**Your goal**:
Please restate the records that follow word for word, omitting any images.
----
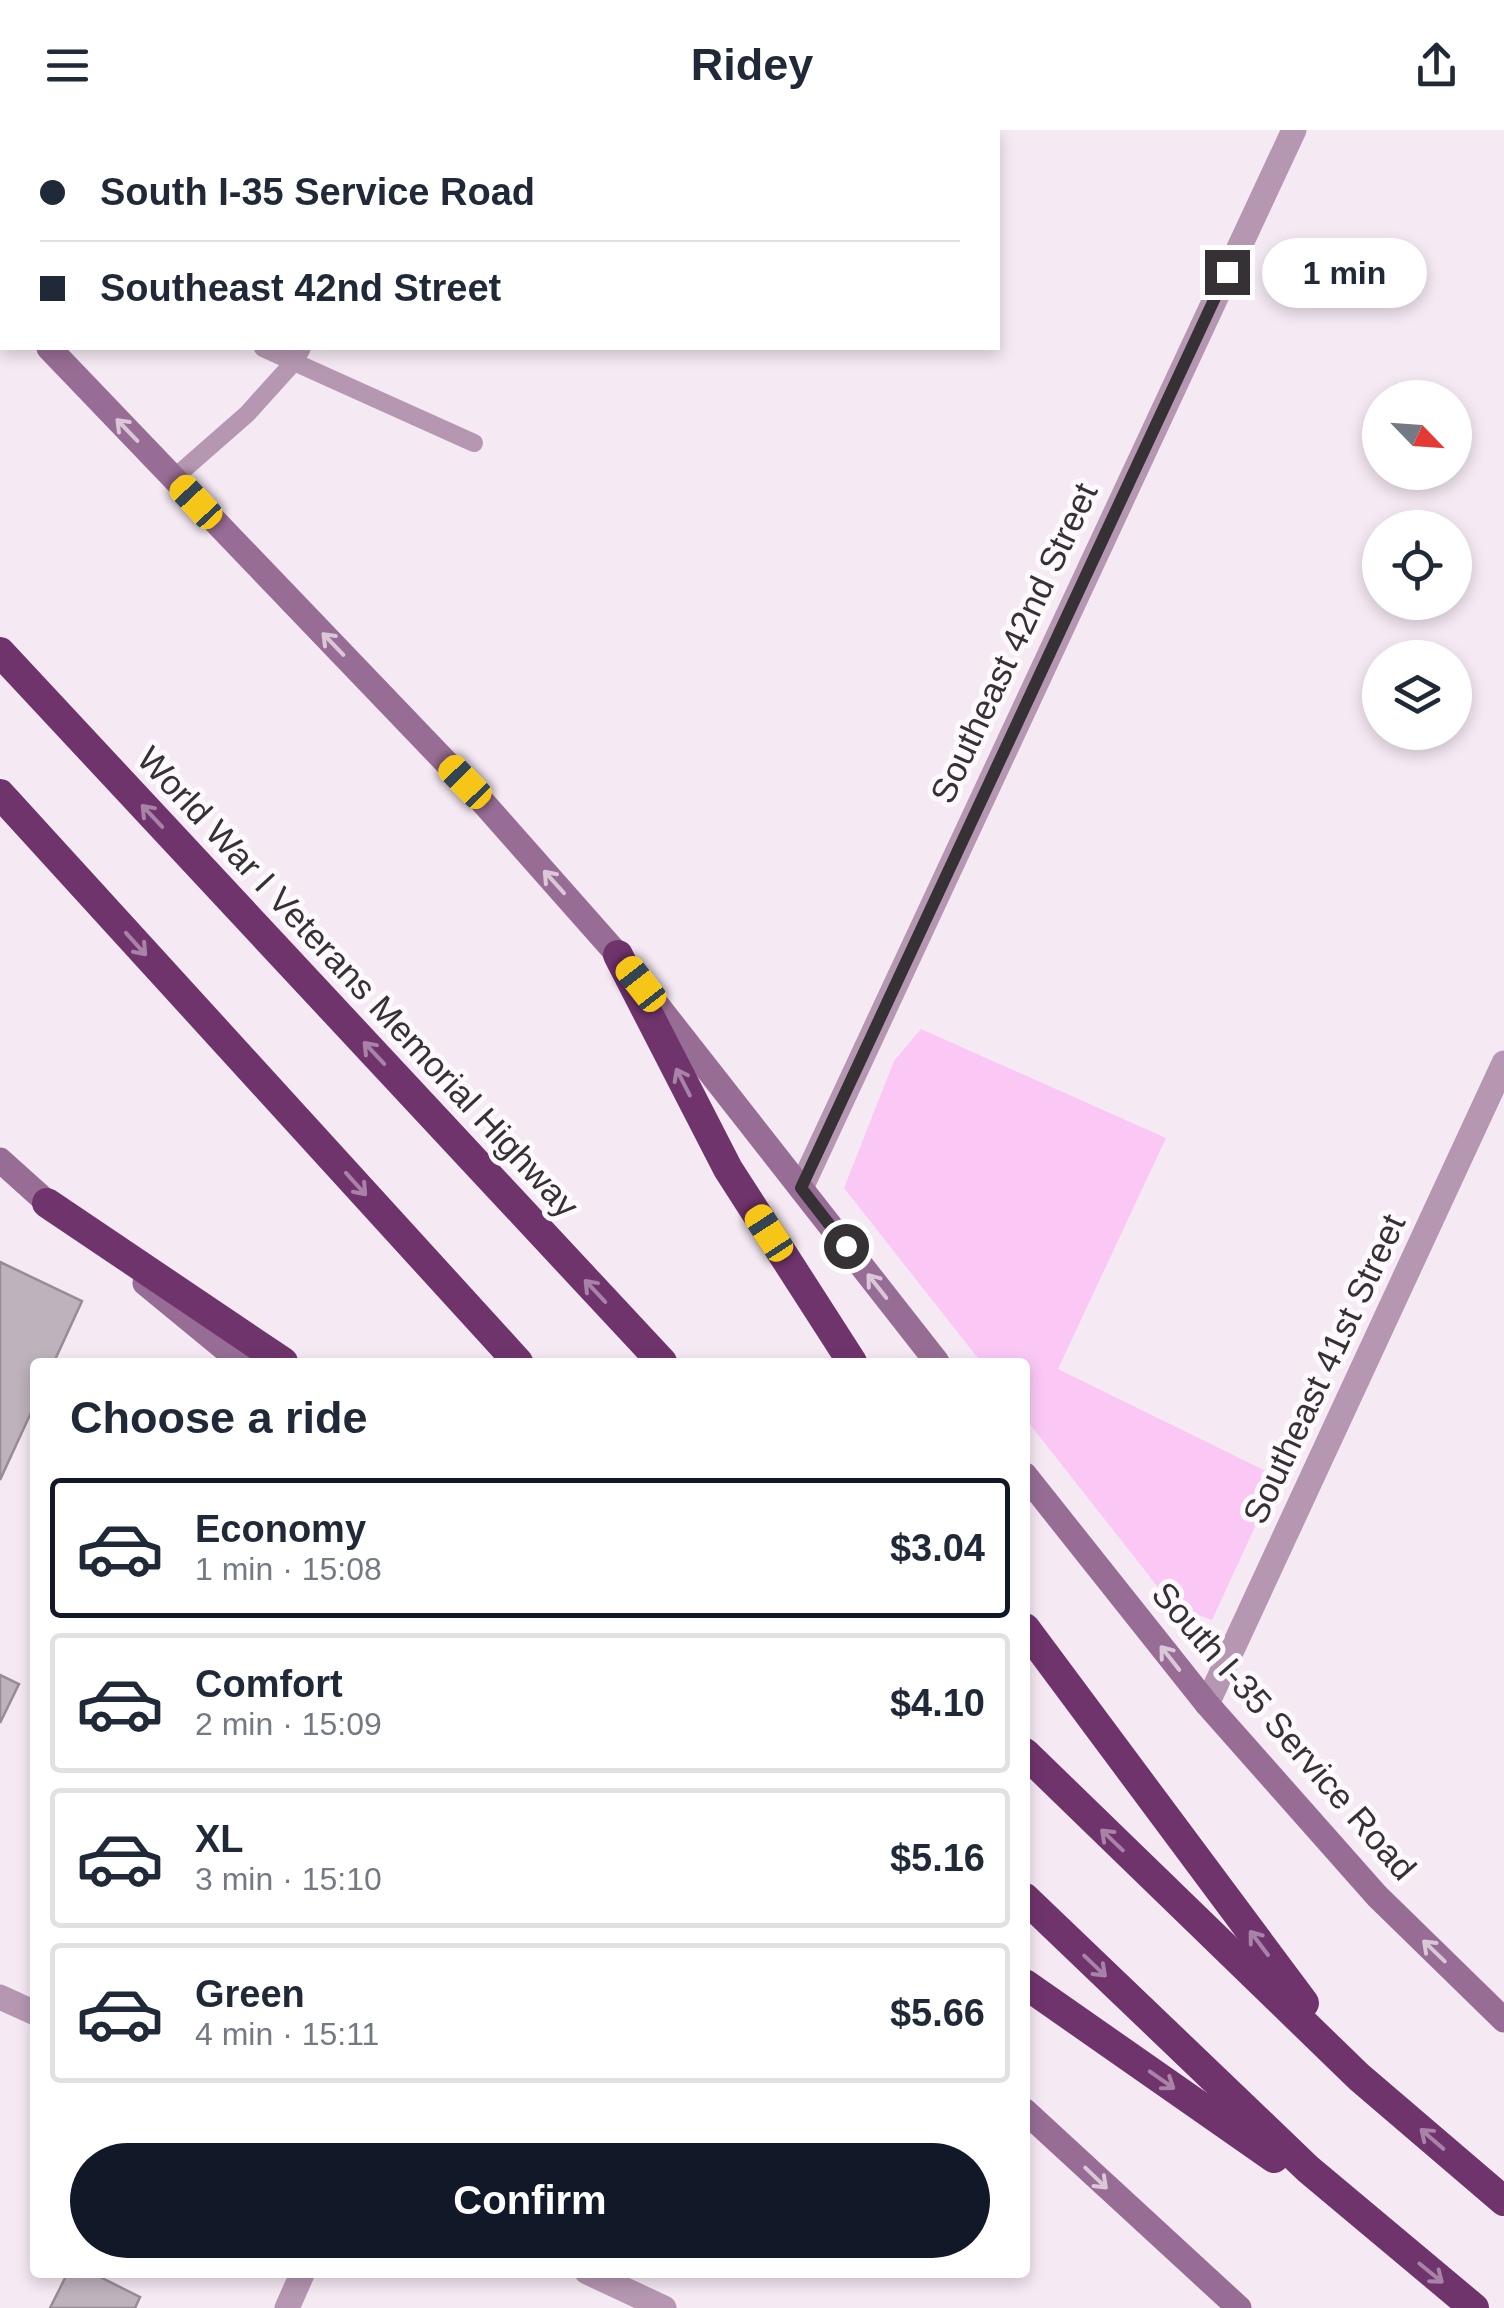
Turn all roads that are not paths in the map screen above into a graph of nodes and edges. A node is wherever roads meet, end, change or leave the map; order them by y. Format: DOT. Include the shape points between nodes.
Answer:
graph roads {
  1 [pos="1294,130"];
  2 [pos="51,350"];
  3 [pos="273,350"];
  4 [pos="298,355"];
  5 [pos="474,444"];
  6 [pos="174,478"];
  7 [pos="0,652"];
  8 [pos="0,794"];
  9 [pos="618,955"];
  10 [pos="1504,1063"];
  11 [pos="0,1160"];
  12 [pos="801,1188"];
  13 [pos="47,1203"];
  14 [pos="237,1358"];
  15 [pos="277,1358"];
  16 [pos="514,1358"];
  17 [pos="658,1358"];
  18 [pos="849,1358"];
  19 [pos="934,1358"];
  20 [pos="1030,1480"];
  21 [pos="1030,1635"];
  22 [pos="1207,1704"];
  23 [pos="1030,1758"];
  24 [pos="1030,1903"];
  25 [pos="1030,1988"];
  26 [pos="0,1997"];
  27 [pos="30,2012"];
  28 [pos="1504,2020"];
  29 [pos="1360,2077"];
  30 [pos="1030,2116"];
  31 [pos="1504,2202"];
  32 [pos="1387,2238"];
  33 [pos="300,2278"];
  34 [pos="600,2278"];
  35 [pos="287,2308"];
  36 [pos="664,2308"];
  37 [pos="1240,2308"];
  38 [pos="1474,2308"];
  1 -- 12 [label="street, Southeast 42nd Street"];
  6 -- 2 [label="main road, one-way"];
  3 -- 4 [label="lane"];
  4 -- 5 [label="lane"];
  4 -- 6 [label="lane" via="247,414"];
  9 -- 6 [label="main road, one-way" via="465,782"];
  17 -- 7 [label="highway, World War I Veterans Memorial Highway, one-way"];
  8 -- 16 [label="highway, one-way"];
  9 -- 12 [label="main road"];
  18 -- 9 [label="highway, one-way" via="728,1169"];
  10 -- 22 [label="street, Southeast 41st Street"];
  11 -- 13 [label="main road"];
  19 -- 12 [label="main road, one-way"];
  13 -- 14 [label="main road"];
  13 -- 15 [label="highway"];
  22 -- 20 [label="main road, South I-35 Service Road, one-way"];
  29 -- 21 [label="highway, one-way"];
  28 -- 22 [label="main road, South I-35 Service Road, one-way" via="1378,1896"];
  29 -- 23 [label="highway, one-way"];
  24 -- 32 [label="highway, one-way"];
  25 -- 32 [label="highway, one-way"];
  26 -- 27 [label="street"];
  31 -- 29 [label="highway, one-way"];
  30 -- 37 [label="main road, one-way"];
  32 -- 38 [label="highway, one-way"];
  33 -- 35 [label="street"];
  34 -- 36 [label="street"];
}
----
**Solution to this exercise**:
Turn all roads that are not paths in the map screen above into a graph of nodes and edges. A node is wherever roads meet, end, change or leave the map; order them by y. Format: DOT. Include the shape points between nodes.
Answer:
graph roads {
  1 [pos="1294,130"];
  2 [pos="51,350"];
  3 [pos="273,350"];
  4 [pos="298,355"];
  5 [pos="474,444"];
  6 [pos="174,478"];
  7 [pos="0,652"];
  8 [pos="0,794"];
  9 [pos="618,955"];
  10 [pos="1504,1063"];
  11 [pos="0,1160"];
  12 [pos="801,1188"];
  13 [pos="47,1203"];
  14 [pos="237,1358"];
  15 [pos="277,1358"];
  16 [pos="514,1358"];
  17 [pos="658,1358"];
  18 [pos="849,1358"];
  19 [pos="934,1358"];
  20 [pos="1030,1480"];
  21 [pos="1030,1635"];
  22 [pos="1207,1704"];
  23 [pos="1030,1758"];
  24 [pos="1030,1903"];
  25 [pos="1030,1988"];
  26 [pos="0,1997"];
  27 [pos="30,2012"];
  28 [pos="1504,2020"];
  29 [pos="1360,2077"];
  30 [pos="1030,2116"];
  31 [pos="1504,2202"];
  32 [pos="1387,2238"];
  33 [pos="300,2278"];
  34 [pos="600,2278"];
  35 [pos="287,2308"];
  36 [pos="664,2308"];
  37 [pos="1240,2308"];
  38 [pos="1474,2308"];
  1 -- 12 [label="street, Southeast 42nd Street"];
  6 -- 2 [label="main road, one-way"];
  3 -- 4 [label="lane"];
  4 -- 5 [label="lane"];
  4 -- 6 [label="lane" via="247,414"];
  9 -- 6 [label="main road, one-way" via="465,782"];
  17 -- 7 [label="highway, World War I Veterans Memorial Highway, one-way"];
  8 -- 16 [label="highway, one-way"];
  9 -- 12 [label="main road"];
  18 -- 9 [label="highway, one-way" via="728,1169"];
  10 -- 22 [label="street, Southeast 41st Street"];
  11 -- 13 [label="main road"];
  19 -- 12 [label="main road, one-way"];
  13 -- 14 [label="main road"];
  13 -- 15 [label="highway"];
  22 -- 20 [label="main road, South I-35 Service Road, one-way"];
  29 -- 21 [label="highway, one-way"];
  28 -- 22 [label="main road, South I-35 Service Road, one-way" via="1378,1896"];
  29 -- 23 [label="highway, one-way"];
  24 -- 32 [label="highway, one-way"];
  25 -- 32 [label="highway, one-way"];
  26 -- 27 [label="street"];
  31 -- 29 [label="highway, one-way"];
  30 -- 37 [label="main road, one-way"];
  32 -- 38 [label="highway, one-way"];
  33 -- 35 [label="street"];
  34 -- 36 [label="street"];
}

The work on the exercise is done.